--- Supplied material Enclosed Below ---

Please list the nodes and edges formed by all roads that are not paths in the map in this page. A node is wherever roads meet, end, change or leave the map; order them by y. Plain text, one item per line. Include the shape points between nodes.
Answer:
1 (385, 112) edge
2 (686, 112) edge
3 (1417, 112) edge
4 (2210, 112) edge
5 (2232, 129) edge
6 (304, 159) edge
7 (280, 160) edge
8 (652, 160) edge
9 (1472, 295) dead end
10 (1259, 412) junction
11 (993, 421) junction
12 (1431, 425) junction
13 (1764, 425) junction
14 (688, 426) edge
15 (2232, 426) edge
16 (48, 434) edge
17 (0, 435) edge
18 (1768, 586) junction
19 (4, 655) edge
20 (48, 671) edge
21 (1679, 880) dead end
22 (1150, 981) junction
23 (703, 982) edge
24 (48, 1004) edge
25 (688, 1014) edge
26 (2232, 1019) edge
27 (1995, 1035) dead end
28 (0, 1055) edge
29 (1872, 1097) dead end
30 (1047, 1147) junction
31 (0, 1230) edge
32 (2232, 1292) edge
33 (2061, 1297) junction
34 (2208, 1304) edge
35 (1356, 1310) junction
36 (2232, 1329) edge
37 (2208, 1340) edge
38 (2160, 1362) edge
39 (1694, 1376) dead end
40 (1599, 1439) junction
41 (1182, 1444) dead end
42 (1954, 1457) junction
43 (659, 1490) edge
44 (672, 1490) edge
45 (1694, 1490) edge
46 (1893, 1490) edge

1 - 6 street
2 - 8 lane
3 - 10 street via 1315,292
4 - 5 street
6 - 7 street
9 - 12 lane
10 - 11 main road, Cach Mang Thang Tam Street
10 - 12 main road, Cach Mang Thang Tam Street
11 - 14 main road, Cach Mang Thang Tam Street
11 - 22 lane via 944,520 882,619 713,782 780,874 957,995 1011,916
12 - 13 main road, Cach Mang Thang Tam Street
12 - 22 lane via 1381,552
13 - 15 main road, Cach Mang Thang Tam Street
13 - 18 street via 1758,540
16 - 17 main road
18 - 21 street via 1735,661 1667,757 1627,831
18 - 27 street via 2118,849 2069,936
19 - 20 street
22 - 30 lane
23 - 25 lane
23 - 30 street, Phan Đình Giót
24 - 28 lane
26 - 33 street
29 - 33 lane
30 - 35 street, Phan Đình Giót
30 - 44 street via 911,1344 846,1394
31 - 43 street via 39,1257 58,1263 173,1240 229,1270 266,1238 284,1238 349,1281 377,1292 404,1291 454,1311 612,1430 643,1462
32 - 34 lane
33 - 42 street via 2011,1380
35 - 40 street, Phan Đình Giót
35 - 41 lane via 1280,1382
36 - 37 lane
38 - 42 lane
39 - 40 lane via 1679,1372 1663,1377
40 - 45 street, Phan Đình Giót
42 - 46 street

--- End of Enclosed Supplied material ---

* [What is expected]
Reproduce every entry above so that each one matches its source exactly.

* [Problem solution]
Please list the nodes and edges formed by all roads that are not paths in the map in this page. A node is wherever roads meet, end, change or leave the map; order them by y. Plain text, one item per line. Include the shape points between nodes.
Answer:
1 (385, 112) edge
2 (686, 112) edge
3 (1417, 112) edge
4 (2210, 112) edge
5 (2232, 129) edge
6 (304, 159) edge
7 (280, 160) edge
8 (652, 160) edge
9 (1472, 295) dead end
10 (1259, 412) junction
11 (993, 421) junction
12 (1431, 425) junction
13 (1764, 425) junction
14 (688, 426) edge
15 (2232, 426) edge
16 (48, 434) edge
17 (0, 435) edge
18 (1768, 586) junction
19 (4, 655) edge
20 (48, 671) edge
21 (1679, 880) dead end
22 (1150, 981) junction
23 (703, 982) edge
24 (48, 1004) edge
25 (688, 1014) edge
26 (2232, 1019) edge
27 (1995, 1035) dead end
28 (0, 1055) edge
29 (1872, 1097) dead end
30 (1047, 1147) junction
31 (0, 1230) edge
32 (2232, 1292) edge
33 (2061, 1297) junction
34 (2208, 1304) edge
35 (1356, 1310) junction
36 (2232, 1329) edge
37 (2208, 1340) edge
38 (2160, 1362) edge
39 (1694, 1376) dead end
40 (1599, 1439) junction
41 (1182, 1444) dead end
42 (1954, 1457) junction
43 (659, 1490) edge
44 (672, 1490) edge
45 (1694, 1490) edge
46 (1893, 1490) edge

1 - 6 street
2 - 8 lane
3 - 10 street via 1315,292
4 - 5 street
6 - 7 street
9 - 12 lane
10 - 11 main road, Cach Mang Thang Tam Street
10 - 12 main road, Cach Mang Thang Tam Street
11 - 14 main road, Cach Mang Thang Tam Street
11 - 22 lane via 944,520 882,619 713,782 780,874 957,995 1011,916
12 - 13 main road, Cach Mang Thang Tam Street
12 - 22 lane via 1381,552
13 - 15 main road, Cach Mang Thang Tam Street
13 - 18 street via 1758,540
16 - 17 main road
18 - 21 street via 1735,661 1667,757 1627,831
18 - 27 street via 2118,849 2069,936
19 - 20 street
22 - 30 lane
23 - 25 lane
23 - 30 street, Phan Đình Giót
24 - 28 lane
26 - 33 street
29 - 33 lane
30 - 35 street, Phan Đình Giót
30 - 44 street via 911,1344 846,1394
31 - 43 street via 39,1257 58,1263 173,1240 229,1270 266,1238 284,1238 349,1281 377,1292 404,1291 454,1311 612,1430 643,1462
32 - 34 lane
33 - 42 street via 2011,1380
35 - 40 street, Phan Đình Giót
35 - 41 lane via 1280,1382
36 - 37 lane
38 - 42 lane
39 - 40 lane via 1679,1372 1663,1377
40 - 45 street, Phan Đình Giót
42 - 46 street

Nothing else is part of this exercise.